As we head into Black Friday, Cyber Monday, and retail’s peak season for 2018, I wanted to reflect back on some excitement we had earlier in the year at Wayfair; specifically how we reacted and built, as a tech team, toward challenges we hadn’t seen before. I hope other e-commerce and tech leaders who are on a scaling journey will be interested in what we hit, and frankly, it was an adventure that anyone in the technology might find interesting.
As one of the largest online destinations for home furnishings, we live in a very seasonal world, as all retailers do. We have big days around Thanksgiving in the United States, and big holiday shopping days throughout the year. We work toward these days, and they’re typically exciting, but they’re mostly not the focus in engineering. There’s a cadence of developing new features to drive customer satisfaction and revenue, seeing how they affect performance, and then tuning them so that our pages load as quickly as anyone’s in the industry, on top of ensuring that our servers are rock solid. In tandem, we use a methodology of real-world testing including high-stress tests of small components, deferred and then concentrated processing or orders, failover, planned and unannounced chaos events, supported by capacity planning throughout the year so that we’re constantly preparing for the holiday rush. This is the way we’ve operated at Wayfair for years, long before I had the opportunity to lead our technology team.
Back in April 2018, I’d been Wayfair’s CTO for a year, leading a rapidly growing team of nearly 1,900 engineers who solve the prickliest of problems in the e-commerce space. Near the end of that month I received my baptism by fire, and had an experience that reminded me what a privilege it is to be part of an organization like this.
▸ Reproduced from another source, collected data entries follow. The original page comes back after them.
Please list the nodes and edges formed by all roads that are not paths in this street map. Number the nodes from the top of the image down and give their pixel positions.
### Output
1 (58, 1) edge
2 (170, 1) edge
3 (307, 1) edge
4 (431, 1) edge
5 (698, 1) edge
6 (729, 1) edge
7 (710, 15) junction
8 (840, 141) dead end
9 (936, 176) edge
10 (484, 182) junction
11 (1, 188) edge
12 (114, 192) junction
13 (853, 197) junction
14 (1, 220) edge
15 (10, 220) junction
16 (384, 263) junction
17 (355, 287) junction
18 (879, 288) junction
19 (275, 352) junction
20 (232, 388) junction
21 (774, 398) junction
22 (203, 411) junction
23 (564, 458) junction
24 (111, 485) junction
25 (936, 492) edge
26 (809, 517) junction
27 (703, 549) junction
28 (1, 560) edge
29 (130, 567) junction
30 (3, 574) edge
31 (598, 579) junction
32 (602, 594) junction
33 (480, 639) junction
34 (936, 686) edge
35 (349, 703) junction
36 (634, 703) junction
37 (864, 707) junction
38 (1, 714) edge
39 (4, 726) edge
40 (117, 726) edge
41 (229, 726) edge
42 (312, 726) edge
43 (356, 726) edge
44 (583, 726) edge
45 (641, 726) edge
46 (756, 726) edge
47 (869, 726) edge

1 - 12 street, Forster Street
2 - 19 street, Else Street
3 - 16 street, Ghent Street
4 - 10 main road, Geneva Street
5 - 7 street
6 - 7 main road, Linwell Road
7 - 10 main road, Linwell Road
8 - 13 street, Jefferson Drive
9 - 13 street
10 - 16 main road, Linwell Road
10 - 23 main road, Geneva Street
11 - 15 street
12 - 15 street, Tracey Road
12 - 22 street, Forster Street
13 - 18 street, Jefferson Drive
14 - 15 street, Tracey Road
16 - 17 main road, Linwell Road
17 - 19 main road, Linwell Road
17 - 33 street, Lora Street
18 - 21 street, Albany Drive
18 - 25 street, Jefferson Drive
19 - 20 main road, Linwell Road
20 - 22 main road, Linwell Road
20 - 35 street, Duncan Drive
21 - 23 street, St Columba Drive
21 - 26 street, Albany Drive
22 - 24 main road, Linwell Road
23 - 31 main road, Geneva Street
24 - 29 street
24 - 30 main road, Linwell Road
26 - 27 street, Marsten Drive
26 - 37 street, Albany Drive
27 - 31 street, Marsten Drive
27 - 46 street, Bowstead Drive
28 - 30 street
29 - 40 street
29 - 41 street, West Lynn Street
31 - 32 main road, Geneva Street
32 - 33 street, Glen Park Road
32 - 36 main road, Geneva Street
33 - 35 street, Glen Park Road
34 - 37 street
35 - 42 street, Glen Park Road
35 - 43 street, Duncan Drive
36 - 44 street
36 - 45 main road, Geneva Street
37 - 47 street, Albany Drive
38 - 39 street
April 25th this year was a day like any other day for most people out there. At Wayfair, we’d been planning a new retail event called Way Day for a number of months, promoted with significant TV investments and even the surprise of white Adirondack chairs delivered to residents of the eight streets named Wayfair around America. While we were ready for significant volume, my main concern for the engineering team in the lead up to Way Day was to maintain velocity of delivering new products. Our most optimistic models had us operating at the capacity we’d achieved on Cyber Monday 2017, and our systems and applications had weathered that load handily based on all the preparation we’d completed back then. Apart from limiting deploys to a small number of key areas, it was meant to be an ordinary work day, just like the day before. We were excited to see how the efforts of our colleagues in Category Management, Supply Chain, and PR would turn out, but we were very comfortable that the stress tests we’d run on our systems to smoke out any regressions were sufficient.
But that’s not how it was going to turn out...
I awoke briefly at 4:30am before the sun was up and blurrily checked my phone to see if there had been any issues overnight. I was assuming I’d head back to sleep before getting up and making breakfast for my kids. I shook my phone and squinted when I looked at the overnight revenue report. Our midnight hour of revenue had dwarfed Cyber Monday’s equivalent hour, and not only had revenue grown, but the ratio of sales vs. that hour on Cyber Monday had grown in the few hours since. I soon realized that my “business as usual, don’t slow down” ethos sure wasn’t going to be enough. I kissed my wife goodbye and ran into work, tucking my shirt in as I jumped in my car. The streets were empty.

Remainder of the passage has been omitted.